··· LISTED RECORDS ···
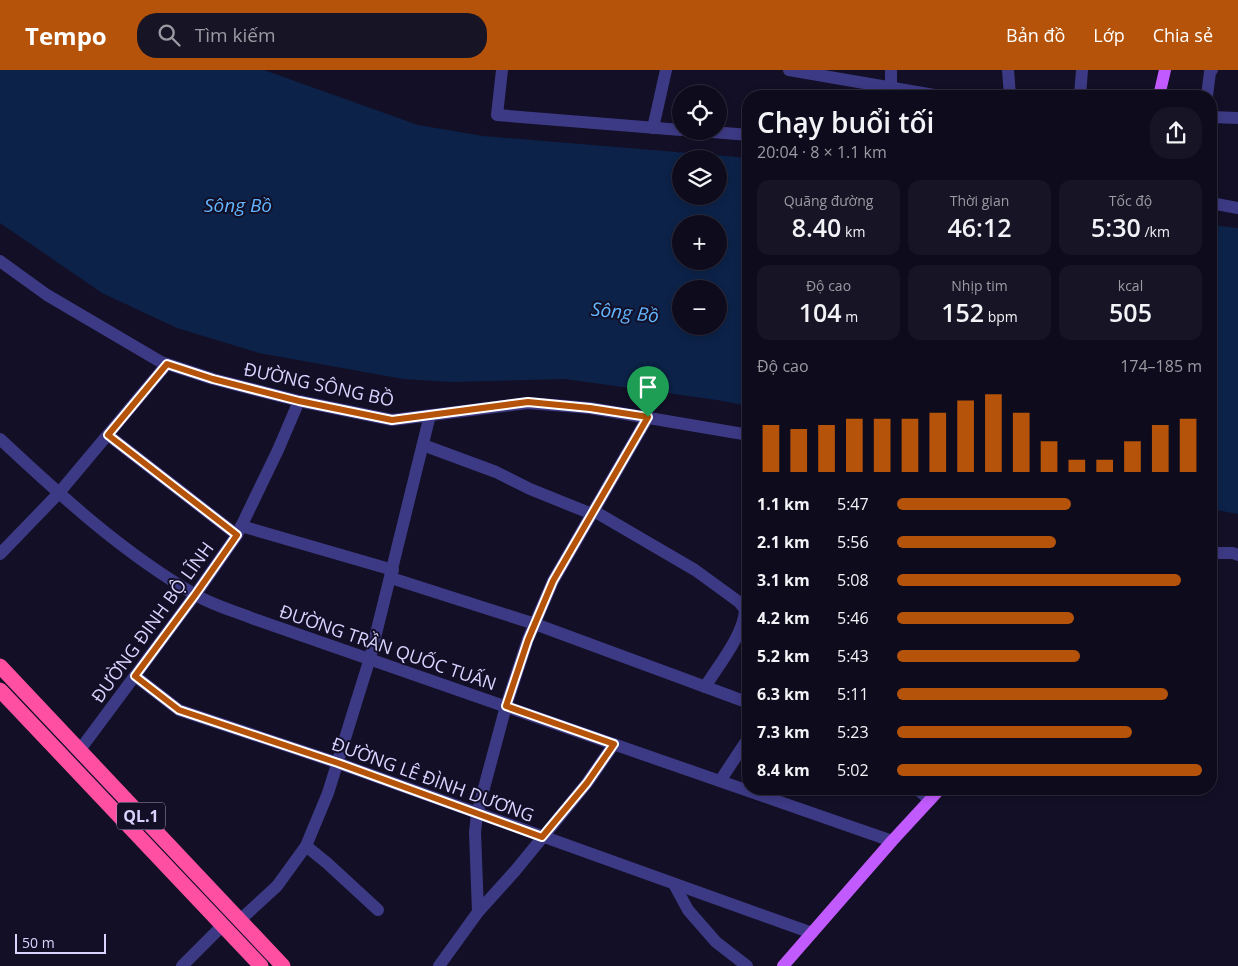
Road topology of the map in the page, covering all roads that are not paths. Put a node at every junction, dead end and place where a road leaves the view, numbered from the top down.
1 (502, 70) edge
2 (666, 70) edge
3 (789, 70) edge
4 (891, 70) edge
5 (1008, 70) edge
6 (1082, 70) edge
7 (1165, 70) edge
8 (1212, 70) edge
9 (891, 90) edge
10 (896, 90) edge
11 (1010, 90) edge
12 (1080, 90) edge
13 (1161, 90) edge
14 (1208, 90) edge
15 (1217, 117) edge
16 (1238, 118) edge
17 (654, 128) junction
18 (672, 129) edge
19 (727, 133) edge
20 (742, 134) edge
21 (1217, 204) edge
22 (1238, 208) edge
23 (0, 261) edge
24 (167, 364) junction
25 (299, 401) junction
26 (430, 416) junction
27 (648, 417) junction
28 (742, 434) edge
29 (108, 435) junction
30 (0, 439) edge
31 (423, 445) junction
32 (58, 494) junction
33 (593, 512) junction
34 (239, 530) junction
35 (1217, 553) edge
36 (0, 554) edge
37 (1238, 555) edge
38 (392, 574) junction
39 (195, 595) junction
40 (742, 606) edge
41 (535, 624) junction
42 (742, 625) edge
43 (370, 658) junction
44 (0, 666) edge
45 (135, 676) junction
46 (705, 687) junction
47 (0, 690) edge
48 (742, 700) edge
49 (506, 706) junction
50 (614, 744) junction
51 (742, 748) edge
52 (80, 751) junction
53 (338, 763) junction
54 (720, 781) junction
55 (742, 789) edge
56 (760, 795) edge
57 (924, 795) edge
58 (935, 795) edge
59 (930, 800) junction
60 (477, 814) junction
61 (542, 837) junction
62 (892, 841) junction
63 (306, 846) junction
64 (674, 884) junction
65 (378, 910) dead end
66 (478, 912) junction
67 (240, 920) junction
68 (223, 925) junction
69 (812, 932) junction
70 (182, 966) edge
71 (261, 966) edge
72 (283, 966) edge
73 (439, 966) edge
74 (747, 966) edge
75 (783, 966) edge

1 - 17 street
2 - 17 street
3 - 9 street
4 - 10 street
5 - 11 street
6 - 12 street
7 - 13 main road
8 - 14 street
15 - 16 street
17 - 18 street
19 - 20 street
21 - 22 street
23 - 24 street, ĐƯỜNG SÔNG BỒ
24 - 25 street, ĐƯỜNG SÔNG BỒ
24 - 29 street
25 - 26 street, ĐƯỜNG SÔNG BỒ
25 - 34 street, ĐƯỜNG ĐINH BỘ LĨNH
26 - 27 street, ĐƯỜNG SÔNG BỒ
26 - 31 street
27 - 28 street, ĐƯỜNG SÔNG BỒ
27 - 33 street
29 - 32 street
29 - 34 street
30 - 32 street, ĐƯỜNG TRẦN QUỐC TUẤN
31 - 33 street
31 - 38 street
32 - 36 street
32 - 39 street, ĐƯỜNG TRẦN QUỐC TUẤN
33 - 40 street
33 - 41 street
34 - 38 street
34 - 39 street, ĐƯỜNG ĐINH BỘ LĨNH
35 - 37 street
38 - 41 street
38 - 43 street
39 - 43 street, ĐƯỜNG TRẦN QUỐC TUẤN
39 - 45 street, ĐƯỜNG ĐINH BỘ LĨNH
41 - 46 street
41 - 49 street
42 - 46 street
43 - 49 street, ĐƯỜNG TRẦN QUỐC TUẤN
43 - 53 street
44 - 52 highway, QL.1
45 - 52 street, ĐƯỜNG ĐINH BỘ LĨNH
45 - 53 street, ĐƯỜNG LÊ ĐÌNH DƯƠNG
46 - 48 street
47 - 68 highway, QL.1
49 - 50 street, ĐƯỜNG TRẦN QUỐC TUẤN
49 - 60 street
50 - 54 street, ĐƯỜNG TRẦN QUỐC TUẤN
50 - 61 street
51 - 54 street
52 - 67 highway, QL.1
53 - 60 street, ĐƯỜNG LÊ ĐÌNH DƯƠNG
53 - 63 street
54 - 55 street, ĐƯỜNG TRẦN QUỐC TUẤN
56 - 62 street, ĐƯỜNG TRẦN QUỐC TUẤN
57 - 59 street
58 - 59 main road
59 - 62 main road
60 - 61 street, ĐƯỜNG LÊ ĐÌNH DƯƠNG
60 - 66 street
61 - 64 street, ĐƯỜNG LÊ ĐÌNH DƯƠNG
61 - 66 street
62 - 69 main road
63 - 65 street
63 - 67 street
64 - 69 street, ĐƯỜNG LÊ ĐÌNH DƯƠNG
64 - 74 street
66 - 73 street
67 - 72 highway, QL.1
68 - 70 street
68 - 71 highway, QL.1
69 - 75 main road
···
**WHAT IS NEEDED**. Please give back the data above word for word, with no pictures included.

**WRITTEN REPLY**.
Road topology of the map in the page, covering all roads that are not paths. Put a node at every junction, dead end and place where a road leaves the view, numbered from the top down.
1 (502, 70) edge
2 (666, 70) edge
3 (789, 70) edge
4 (891, 70) edge
5 (1008, 70) edge
6 (1082, 70) edge
7 (1165, 70) edge
8 (1212, 70) edge
9 (891, 90) edge
10 (896, 90) edge
11 (1010, 90) edge
12 (1080, 90) edge
13 (1161, 90) edge
14 (1208, 90) edge
15 (1217, 117) edge
16 (1238, 118) edge
17 (654, 128) junction
18 (672, 129) edge
19 (727, 133) edge
20 (742, 134) edge
21 (1217, 204) edge
22 (1238, 208) edge
23 (0, 261) edge
24 (167, 364) junction
25 (299, 401) junction
26 (430, 416) junction
27 (648, 417) junction
28 (742, 434) edge
29 (108, 435) junction
30 (0, 439) edge
31 (423, 445) junction
32 (58, 494) junction
33 (593, 512) junction
34 (239, 530) junction
35 (1217, 553) edge
36 (0, 554) edge
37 (1238, 555) edge
38 (392, 574) junction
39 (195, 595) junction
40 (742, 606) edge
41 (535, 624) junction
42 (742, 625) edge
43 (370, 658) junction
44 (0, 666) edge
45 (135, 676) junction
46 (705, 687) junction
47 (0, 690) edge
48 (742, 700) edge
49 (506, 706) junction
50 (614, 744) junction
51 (742, 748) edge
52 (80, 751) junction
53 (338, 763) junction
54 (720, 781) junction
55 (742, 789) edge
56 (760, 795) edge
57 (924, 795) edge
58 (935, 795) edge
59 (930, 800) junction
60 (477, 814) junction
61 (542, 837) junction
62 (892, 841) junction
63 (306, 846) junction
64 (674, 884) junction
65 (378, 910) dead end
66 (478, 912) junction
67 (240, 920) junction
68 (223, 925) junction
69 (812, 932) junction
70 (182, 966) edge
71 (261, 966) edge
72 (283, 966) edge
73 (439, 966) edge
74 (747, 966) edge
75 (783, 966) edge

1 - 17 street
2 - 17 street
3 - 9 street
4 - 10 street
5 - 11 street
6 - 12 street
7 - 13 main road
8 - 14 street
15 - 16 street
17 - 18 street
19 - 20 street
21 - 22 street
23 - 24 street, ĐƯỜNG SÔNG BỒ
24 - 25 street, ĐƯỜNG SÔNG BỒ
24 - 29 street
25 - 26 street, ĐƯỜNG SÔNG BỒ
25 - 34 street, ĐƯỜNG ĐINH BỘ LĨNH
26 - 27 street, ĐƯỜNG SÔNG BỒ
26 - 31 street
27 - 28 street, ĐƯỜNG SÔNG BỒ
27 - 33 street
29 - 32 street
29 - 34 street
30 - 32 street, ĐƯỜNG TRẦN QUỐC TUẤN
31 - 33 street
31 - 38 street
32 - 36 street
32 - 39 street, ĐƯỜNG TRẦN QUỐC TUẤN
33 - 40 street
33 - 41 street
34 - 38 street
34 - 39 street, ĐƯỜNG ĐINH BỘ LĨNH
35 - 37 street
38 - 41 street
38 - 43 street
39 - 43 street, ĐƯỜNG TRẦN QUỐC TUẤN
39 - 45 street, ĐƯỜNG ĐINH BỘ LĨNH
41 - 46 street
41 - 49 street
42 - 46 street
43 - 49 street, ĐƯỜNG TRẦN QUỐC TUẤN
43 - 53 street
44 - 52 highway, QL.1
45 - 52 street, ĐƯỜNG ĐINH BỘ LĨNH
45 - 53 street, ĐƯỜNG LÊ ĐÌNH DƯƠNG
46 - 48 street
47 - 68 highway, QL.1
49 - 50 street, ĐƯỜNG TRẦN QUỐC TUẤN
49 - 60 street
50 - 54 street, ĐƯỜNG TRẦN QUỐC TUẤN
50 - 61 street
51 - 54 street
52 - 67 highway, QL.1
53 - 60 street, ĐƯỜNG LÊ ĐÌNH DƯƠNG
53 - 63 street
54 - 55 street, ĐƯỜNG TRẦN QUỐC TUẤN
56 - 62 street, ĐƯỜNG TRẦN QUỐC TUẤN
57 - 59 street
58 - 59 main road
59 - 62 main road
60 - 61 street, ĐƯỜNG LÊ ĐÌNH DƯƠNG
60 - 66 street
61 - 64 street, ĐƯỜNG LÊ ĐÌNH DƯƠNG
61 - 66 street
62 - 69 main road
63 - 65 street
63 - 67 street
64 - 69 street, ĐƯỜNG LÊ ĐÌNH DƯƠNG
64 - 74 street
66 - 73 street
67 - 72 highway, QL.1
68 - 70 street
68 - 71 highway, QL.1
69 - 75 main road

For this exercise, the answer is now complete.